(Beginning of DATA RECORDS)

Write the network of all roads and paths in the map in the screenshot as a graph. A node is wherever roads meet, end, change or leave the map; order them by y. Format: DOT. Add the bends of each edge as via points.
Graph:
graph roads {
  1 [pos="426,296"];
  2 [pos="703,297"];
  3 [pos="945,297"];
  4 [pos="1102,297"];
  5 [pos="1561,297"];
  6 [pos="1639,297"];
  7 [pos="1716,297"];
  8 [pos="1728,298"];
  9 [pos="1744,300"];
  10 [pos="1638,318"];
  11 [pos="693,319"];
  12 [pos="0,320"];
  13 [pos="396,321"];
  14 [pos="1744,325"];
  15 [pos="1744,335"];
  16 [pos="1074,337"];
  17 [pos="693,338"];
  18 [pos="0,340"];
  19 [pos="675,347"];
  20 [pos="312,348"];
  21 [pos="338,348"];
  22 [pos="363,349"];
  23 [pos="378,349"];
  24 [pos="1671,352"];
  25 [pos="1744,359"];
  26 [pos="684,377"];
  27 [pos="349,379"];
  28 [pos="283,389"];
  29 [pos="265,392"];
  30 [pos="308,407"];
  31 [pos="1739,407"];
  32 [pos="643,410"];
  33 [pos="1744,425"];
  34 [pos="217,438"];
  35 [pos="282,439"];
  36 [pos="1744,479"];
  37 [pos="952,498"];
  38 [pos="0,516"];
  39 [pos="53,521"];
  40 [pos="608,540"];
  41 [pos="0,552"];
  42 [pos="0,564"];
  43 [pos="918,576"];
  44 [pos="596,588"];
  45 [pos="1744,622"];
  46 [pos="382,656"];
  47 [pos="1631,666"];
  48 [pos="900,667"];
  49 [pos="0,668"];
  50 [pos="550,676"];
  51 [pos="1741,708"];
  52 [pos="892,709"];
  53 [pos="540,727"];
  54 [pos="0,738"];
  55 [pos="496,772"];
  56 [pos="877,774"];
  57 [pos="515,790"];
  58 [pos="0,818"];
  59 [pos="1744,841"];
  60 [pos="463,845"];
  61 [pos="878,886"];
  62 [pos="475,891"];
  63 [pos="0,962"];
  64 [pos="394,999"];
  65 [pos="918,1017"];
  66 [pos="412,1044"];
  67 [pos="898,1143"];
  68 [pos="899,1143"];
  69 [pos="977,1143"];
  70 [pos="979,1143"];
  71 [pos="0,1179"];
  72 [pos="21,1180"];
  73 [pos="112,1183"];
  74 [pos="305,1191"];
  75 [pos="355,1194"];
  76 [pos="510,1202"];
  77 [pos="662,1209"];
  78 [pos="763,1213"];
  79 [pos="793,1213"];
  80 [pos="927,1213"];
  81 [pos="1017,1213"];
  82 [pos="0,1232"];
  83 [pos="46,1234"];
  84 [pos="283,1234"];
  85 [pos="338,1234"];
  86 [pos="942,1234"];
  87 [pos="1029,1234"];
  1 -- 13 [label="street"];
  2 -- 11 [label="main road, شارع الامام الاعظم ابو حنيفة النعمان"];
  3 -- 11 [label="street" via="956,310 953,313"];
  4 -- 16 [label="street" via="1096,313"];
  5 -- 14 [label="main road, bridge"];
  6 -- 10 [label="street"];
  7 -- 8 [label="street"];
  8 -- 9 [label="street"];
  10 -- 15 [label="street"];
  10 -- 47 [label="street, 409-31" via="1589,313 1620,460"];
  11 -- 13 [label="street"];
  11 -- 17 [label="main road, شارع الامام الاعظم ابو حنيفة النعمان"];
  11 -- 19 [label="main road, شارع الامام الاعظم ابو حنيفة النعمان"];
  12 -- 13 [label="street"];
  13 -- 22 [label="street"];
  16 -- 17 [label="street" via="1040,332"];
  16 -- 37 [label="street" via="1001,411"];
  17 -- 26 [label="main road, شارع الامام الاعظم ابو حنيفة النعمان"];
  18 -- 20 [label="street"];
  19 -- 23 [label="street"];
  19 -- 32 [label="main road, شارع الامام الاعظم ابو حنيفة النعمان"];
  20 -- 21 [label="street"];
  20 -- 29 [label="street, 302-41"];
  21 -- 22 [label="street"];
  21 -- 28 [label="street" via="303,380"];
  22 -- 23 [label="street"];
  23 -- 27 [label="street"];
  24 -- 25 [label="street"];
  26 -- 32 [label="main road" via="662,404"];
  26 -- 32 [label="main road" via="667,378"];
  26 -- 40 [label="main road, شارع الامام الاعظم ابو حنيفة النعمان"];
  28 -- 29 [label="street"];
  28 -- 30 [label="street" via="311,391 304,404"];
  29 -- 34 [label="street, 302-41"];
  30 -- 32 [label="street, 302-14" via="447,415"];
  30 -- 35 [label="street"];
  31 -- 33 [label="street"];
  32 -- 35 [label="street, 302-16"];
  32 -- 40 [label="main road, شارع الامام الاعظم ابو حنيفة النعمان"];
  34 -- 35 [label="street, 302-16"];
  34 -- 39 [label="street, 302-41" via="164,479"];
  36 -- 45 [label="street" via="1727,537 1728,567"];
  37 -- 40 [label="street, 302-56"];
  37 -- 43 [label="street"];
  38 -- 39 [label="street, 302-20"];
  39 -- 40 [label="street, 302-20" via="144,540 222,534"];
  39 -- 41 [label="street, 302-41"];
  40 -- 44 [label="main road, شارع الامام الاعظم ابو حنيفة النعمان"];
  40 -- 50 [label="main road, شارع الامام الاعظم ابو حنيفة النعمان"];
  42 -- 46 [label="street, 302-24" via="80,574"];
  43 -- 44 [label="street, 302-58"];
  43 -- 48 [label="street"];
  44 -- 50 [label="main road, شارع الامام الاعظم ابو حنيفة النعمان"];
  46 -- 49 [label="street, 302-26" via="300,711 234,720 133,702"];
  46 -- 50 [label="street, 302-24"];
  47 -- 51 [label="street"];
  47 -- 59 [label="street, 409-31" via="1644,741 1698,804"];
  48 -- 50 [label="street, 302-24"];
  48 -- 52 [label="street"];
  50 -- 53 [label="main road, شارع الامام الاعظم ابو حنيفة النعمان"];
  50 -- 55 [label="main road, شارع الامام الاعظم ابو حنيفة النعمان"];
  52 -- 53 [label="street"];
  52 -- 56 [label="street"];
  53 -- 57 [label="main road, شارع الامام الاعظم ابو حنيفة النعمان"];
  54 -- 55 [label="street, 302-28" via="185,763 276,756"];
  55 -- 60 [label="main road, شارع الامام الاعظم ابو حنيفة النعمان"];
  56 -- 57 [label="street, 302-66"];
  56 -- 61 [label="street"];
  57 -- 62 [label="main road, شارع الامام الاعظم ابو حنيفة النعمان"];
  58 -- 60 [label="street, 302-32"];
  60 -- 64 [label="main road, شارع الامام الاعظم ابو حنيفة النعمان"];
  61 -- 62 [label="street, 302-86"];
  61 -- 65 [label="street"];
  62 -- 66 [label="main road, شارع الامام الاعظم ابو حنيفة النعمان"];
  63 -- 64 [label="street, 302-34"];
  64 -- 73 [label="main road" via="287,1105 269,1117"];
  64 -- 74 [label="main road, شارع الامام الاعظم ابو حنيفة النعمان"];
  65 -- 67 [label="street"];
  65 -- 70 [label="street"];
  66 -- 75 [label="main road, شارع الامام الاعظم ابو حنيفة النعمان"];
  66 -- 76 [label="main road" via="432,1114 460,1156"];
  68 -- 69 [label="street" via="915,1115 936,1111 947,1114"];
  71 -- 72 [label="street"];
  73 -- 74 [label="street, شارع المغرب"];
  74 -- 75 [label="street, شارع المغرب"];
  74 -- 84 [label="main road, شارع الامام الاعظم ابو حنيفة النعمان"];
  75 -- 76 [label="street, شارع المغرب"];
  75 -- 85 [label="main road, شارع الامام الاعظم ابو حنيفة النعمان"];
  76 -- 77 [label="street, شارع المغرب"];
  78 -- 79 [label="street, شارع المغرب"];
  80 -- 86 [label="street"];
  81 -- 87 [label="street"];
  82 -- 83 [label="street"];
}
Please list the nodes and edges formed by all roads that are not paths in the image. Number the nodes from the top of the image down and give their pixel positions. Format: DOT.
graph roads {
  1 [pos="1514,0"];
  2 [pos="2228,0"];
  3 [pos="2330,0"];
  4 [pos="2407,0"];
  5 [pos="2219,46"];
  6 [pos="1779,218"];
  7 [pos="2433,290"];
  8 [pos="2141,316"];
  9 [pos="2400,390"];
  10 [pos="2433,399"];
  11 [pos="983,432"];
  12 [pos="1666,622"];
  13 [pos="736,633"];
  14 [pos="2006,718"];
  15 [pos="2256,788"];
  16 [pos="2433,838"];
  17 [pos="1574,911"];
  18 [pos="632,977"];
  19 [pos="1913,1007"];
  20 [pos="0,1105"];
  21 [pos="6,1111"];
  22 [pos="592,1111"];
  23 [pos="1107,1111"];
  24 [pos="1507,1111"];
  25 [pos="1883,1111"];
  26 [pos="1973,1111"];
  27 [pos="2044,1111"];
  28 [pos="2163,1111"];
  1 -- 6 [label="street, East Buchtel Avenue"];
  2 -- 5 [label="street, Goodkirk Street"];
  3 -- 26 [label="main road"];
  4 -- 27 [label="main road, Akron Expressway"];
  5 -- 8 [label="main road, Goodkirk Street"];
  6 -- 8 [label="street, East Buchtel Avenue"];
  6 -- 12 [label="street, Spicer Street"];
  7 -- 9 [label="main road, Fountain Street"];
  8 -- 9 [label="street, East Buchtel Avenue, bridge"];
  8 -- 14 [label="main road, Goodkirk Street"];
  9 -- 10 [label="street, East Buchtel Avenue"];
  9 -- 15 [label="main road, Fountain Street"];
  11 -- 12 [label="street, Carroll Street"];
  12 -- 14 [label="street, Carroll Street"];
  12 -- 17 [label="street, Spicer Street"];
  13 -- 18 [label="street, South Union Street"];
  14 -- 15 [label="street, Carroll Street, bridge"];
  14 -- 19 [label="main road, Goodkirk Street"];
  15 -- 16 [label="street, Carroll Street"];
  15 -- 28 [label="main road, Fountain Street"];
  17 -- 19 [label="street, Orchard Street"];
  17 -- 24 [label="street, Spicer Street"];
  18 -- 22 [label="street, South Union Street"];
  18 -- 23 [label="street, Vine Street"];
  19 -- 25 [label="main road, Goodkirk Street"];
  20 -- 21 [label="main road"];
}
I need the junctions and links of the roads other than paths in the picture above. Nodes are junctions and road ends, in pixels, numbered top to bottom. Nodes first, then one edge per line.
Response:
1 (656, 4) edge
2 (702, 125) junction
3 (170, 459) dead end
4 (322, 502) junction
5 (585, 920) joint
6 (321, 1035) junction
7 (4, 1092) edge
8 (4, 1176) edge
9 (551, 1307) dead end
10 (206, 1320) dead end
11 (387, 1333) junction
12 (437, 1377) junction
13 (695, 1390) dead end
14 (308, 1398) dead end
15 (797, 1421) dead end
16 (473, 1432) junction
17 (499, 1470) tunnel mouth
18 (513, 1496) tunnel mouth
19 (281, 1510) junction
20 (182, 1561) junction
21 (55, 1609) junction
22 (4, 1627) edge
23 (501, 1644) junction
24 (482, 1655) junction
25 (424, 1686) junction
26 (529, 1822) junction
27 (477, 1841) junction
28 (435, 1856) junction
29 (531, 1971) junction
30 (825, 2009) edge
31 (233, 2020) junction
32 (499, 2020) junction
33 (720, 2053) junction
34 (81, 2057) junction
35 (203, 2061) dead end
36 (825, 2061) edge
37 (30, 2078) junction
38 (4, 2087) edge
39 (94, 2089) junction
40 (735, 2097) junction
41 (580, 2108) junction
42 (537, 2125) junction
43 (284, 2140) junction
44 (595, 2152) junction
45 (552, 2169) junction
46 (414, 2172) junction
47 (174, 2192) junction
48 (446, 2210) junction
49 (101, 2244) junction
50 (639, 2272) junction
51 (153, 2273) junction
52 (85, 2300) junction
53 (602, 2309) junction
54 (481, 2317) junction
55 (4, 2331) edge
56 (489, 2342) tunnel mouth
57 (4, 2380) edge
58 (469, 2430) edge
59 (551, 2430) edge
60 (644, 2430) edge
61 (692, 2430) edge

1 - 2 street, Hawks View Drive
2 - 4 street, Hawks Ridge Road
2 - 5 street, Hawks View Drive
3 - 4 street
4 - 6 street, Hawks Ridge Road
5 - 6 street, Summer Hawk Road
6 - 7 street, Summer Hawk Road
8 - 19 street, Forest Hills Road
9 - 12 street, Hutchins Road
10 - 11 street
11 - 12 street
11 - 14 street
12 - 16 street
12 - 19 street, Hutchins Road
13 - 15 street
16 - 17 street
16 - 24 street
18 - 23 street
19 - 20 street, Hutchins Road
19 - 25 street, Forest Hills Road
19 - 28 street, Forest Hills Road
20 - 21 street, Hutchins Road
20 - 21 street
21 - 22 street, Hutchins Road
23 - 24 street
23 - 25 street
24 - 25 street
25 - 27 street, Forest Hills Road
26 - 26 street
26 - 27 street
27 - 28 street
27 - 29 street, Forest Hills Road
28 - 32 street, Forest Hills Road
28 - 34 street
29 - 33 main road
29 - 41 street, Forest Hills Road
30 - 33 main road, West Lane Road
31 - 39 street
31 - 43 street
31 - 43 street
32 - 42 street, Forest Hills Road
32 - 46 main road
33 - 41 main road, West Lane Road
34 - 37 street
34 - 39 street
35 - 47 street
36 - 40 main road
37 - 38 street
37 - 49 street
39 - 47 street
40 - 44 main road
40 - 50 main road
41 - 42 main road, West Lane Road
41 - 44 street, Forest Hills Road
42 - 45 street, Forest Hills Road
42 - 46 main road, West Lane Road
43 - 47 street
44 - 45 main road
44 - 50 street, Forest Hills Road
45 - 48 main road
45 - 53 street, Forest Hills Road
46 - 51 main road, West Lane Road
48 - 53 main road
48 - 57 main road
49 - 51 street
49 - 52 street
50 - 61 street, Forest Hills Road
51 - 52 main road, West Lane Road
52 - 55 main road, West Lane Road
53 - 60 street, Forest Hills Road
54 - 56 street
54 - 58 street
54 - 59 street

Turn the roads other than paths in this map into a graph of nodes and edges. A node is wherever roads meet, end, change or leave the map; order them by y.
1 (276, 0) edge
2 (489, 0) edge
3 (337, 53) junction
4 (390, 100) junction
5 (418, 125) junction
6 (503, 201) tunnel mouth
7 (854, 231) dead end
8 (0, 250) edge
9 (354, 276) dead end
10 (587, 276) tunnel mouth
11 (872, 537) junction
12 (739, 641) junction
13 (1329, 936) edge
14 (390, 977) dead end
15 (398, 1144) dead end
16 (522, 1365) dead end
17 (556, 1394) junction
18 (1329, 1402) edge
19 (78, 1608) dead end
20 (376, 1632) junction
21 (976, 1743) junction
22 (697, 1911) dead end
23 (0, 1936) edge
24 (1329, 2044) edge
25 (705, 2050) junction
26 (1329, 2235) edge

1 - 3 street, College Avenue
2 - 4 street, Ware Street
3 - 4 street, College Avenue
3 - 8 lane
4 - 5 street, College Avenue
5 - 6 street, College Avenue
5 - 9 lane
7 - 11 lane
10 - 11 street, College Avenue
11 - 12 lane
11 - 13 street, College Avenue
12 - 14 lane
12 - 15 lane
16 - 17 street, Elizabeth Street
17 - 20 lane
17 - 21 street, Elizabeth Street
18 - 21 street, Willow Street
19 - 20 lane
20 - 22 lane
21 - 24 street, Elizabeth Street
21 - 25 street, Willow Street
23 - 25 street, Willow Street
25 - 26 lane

(End of DATA RECORDS)

• EXERCISE BRIEF: Your answer must be every line from the entries that contains the string "other", copied as it stands.

• SOLVED PROBLEM:
I need the junctions and links of the roads other than paths in the picture above. Nodes are junctions and road ends, in pixels, numbered top to bottom. Nodes first, then one edge per line.
Turn the roads other than paths in this map into a graph of nodes and edges. A node is wherever roads meet, end, change or leave the map; order them by y.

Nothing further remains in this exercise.